La Marseillaise : Pourquoi se pencher sur de supposés liens entre le gaz lacrymos et cyanure ? Alexander Samuel : Des Gilets jaunes m’ont montré des résultats d’analyses au cyanure, enfin, un dérivé du cyanure, le thiocyanate, qui reste deux semaines dans le sang, le cyanure reste quelques minutes, au maximum une heure. Ils étaient convaincus que cela venait des lacrymos. Je suis spécialiste fake news de l’Académie de Nice, et leur ai dit que c’était une fake news. Et en tant que biologiste, j’ai voulu démontrer que c’était bidon… Même s’ils m’ont décrit des symptômes qui n’étaient pas simplement dus aux grenades lacrymogènes, mais pouvant être reliés au cyanure, comme tomber dans les pommes, etc. Cela pouvait aussi être dû à tout et n’importe quoi. J’ai, dans un premier temps, regardé rapidement la littérature scientifique.

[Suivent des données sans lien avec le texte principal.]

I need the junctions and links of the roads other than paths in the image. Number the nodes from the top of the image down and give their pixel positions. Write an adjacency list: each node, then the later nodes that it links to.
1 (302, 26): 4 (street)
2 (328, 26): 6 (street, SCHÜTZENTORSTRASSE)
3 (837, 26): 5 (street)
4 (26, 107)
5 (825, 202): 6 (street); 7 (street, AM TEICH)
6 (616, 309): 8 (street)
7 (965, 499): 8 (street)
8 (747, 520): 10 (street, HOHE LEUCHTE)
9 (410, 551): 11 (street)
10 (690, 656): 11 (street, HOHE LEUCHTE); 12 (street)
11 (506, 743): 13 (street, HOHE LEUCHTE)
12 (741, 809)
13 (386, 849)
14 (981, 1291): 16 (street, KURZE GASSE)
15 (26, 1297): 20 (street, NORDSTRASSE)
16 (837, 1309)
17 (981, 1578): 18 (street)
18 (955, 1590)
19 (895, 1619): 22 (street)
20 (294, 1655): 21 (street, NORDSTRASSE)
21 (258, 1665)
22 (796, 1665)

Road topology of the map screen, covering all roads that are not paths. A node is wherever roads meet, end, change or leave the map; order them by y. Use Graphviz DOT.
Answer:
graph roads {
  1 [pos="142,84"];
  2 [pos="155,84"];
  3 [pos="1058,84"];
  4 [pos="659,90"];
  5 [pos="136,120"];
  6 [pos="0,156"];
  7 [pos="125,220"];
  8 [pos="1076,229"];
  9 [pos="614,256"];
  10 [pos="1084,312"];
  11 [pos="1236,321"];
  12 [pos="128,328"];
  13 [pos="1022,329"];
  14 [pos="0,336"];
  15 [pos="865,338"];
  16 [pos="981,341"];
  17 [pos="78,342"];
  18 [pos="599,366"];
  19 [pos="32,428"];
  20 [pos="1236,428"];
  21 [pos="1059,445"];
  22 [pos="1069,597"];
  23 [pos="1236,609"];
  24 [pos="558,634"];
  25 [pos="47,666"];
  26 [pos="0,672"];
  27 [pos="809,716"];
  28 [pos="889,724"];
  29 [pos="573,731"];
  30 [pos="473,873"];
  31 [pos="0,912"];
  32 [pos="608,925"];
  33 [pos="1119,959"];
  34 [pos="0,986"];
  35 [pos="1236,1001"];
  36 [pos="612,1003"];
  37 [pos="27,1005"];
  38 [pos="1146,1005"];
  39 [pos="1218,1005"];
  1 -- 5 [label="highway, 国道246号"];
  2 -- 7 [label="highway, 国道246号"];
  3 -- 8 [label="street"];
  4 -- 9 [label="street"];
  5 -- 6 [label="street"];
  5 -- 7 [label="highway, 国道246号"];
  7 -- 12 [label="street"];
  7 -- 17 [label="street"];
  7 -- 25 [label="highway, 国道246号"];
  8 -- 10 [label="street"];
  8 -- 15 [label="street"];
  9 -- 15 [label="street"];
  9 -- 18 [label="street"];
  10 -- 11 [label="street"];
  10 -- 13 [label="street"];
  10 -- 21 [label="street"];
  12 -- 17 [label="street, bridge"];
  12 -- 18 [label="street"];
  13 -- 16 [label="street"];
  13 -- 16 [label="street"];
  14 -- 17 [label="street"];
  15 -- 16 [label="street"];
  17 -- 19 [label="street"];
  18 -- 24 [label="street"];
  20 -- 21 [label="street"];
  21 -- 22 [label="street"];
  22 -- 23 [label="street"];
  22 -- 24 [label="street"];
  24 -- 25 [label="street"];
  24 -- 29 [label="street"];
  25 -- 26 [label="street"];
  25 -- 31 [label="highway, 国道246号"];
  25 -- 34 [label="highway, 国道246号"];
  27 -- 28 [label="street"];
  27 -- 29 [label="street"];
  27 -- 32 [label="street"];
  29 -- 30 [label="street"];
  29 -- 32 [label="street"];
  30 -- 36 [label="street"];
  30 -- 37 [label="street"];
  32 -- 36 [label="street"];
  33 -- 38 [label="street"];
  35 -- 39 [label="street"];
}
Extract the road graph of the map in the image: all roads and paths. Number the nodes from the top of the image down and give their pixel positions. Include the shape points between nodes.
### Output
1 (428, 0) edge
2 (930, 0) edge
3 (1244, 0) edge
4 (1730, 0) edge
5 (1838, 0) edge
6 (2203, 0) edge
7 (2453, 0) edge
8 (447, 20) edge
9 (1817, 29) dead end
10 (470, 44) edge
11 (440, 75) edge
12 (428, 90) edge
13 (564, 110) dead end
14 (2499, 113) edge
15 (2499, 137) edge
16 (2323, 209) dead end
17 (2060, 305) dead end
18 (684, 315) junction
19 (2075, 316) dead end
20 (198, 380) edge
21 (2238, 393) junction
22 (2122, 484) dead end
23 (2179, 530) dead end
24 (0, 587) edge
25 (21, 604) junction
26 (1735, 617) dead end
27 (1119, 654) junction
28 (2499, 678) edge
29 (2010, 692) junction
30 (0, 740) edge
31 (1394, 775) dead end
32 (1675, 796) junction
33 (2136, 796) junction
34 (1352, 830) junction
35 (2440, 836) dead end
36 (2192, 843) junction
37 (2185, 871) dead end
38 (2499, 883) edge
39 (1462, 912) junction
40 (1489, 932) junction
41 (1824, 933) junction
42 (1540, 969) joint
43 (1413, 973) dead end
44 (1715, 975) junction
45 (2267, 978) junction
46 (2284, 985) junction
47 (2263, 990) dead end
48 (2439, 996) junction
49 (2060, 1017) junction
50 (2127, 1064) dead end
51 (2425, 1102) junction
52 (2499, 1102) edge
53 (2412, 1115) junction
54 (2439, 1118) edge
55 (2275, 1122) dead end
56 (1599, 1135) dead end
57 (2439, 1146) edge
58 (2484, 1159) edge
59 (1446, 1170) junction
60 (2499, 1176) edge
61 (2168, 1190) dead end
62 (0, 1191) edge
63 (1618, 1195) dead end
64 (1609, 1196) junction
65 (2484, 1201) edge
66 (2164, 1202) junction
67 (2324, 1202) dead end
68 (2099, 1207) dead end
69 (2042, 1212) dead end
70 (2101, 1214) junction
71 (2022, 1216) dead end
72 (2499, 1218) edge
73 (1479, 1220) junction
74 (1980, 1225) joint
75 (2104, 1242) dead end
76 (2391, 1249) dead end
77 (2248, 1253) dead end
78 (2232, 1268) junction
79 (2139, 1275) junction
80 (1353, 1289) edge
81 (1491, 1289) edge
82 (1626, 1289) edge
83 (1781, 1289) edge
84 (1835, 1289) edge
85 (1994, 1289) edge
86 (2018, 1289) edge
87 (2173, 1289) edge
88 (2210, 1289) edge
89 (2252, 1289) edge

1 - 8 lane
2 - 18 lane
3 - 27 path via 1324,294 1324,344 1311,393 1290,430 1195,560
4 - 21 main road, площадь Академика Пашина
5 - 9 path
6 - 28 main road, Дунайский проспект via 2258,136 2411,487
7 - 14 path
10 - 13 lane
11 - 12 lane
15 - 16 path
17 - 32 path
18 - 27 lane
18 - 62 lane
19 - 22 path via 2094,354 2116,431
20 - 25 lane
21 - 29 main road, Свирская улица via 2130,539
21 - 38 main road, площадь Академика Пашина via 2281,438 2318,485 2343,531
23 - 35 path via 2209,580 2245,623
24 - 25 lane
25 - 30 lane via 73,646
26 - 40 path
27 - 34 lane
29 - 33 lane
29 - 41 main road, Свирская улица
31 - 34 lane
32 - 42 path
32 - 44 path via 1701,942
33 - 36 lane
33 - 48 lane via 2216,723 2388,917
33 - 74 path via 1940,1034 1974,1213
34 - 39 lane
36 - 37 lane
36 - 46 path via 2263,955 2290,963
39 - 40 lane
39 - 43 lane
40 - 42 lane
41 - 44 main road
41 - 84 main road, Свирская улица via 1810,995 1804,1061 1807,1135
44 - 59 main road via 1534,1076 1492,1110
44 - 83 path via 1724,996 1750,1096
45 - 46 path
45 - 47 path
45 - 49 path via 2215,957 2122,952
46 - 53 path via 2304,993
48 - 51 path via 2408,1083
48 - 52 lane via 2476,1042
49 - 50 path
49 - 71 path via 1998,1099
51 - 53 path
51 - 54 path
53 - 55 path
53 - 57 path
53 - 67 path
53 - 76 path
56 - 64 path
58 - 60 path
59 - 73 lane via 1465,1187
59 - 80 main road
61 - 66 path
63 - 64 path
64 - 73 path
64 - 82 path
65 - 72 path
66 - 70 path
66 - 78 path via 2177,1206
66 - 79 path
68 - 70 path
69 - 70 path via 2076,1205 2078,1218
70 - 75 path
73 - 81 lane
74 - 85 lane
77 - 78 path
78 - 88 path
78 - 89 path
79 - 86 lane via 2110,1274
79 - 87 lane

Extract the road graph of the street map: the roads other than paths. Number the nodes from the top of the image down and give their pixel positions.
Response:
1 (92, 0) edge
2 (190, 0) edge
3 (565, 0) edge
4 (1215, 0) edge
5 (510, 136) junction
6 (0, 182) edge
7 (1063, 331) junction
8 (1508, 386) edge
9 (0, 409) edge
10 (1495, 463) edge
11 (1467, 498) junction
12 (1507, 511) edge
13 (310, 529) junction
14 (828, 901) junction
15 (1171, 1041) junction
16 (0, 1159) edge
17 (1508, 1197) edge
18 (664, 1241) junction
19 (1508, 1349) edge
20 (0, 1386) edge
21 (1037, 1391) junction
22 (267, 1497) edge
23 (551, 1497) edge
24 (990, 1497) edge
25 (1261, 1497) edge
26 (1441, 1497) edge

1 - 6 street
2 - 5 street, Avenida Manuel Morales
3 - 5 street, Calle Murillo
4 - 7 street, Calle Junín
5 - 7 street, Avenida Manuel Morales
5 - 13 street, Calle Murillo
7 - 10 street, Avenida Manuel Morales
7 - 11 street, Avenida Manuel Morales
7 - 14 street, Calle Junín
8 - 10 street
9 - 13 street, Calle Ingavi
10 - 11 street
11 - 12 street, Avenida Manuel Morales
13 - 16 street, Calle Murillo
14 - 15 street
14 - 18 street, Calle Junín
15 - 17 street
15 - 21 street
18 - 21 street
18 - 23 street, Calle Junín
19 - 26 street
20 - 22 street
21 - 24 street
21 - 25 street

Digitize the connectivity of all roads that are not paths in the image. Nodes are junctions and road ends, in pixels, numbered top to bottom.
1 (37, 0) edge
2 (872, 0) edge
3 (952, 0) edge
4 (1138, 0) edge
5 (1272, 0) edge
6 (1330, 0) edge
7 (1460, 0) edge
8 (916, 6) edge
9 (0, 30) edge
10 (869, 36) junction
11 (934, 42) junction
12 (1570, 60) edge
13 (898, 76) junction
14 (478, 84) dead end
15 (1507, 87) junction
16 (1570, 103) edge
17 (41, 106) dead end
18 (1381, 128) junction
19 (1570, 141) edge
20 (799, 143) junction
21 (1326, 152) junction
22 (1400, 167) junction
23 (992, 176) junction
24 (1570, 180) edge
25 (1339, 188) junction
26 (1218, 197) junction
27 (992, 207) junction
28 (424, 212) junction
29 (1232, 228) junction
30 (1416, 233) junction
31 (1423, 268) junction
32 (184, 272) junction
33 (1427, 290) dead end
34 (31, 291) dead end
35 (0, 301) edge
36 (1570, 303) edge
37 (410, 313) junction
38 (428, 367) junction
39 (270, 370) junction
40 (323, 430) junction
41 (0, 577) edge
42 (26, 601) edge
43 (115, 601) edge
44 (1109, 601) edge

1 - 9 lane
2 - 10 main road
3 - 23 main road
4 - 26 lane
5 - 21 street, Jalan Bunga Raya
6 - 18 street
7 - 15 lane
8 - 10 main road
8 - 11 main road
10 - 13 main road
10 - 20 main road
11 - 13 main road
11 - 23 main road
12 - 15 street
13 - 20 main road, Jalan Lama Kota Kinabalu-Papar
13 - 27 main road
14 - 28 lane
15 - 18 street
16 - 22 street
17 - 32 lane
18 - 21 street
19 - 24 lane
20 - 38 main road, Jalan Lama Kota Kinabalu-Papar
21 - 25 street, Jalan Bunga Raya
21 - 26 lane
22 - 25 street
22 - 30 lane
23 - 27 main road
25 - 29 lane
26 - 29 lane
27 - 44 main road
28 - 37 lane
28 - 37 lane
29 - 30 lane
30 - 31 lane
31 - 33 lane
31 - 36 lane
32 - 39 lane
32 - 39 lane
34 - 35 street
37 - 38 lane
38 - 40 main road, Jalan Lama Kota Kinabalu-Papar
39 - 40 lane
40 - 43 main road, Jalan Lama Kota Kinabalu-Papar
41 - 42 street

Et qu’avez-vous constaté ? A.S. : J’ai été étonné. Depuis les années cinquante, les études montrent que ce gaz libère du cyanure dans le sang, par métabolisme. Il n’y a pas du cyanure caché, dans la grenade, c’est une grosse molécule qui contient des groupements de cyanure, et ces groupements quand ils sont libérés, sont dangereux. Donc, le cyanure est bien présent dans le gaz lacrymogène ? Comment est-il libéré ? A.S. : À la base, il se situe dans la molécule entière : l’ortho-chlorobenzylidène malonitrile, le gaz CS, pour faire simple. Dès qu’il rentre en contact avec des fluides, comme le sang, ses composés sont découpés et le cyanure est libéré. Il est aussi libéré par dispersion thermique, quand on le chauffe. Une étude récente, de 2013, a démontré que c’était libéré dès 100 degrés. Et, plus il fait chaud, plus la molécule est dégradée, et plus il y a de cyanure libéré.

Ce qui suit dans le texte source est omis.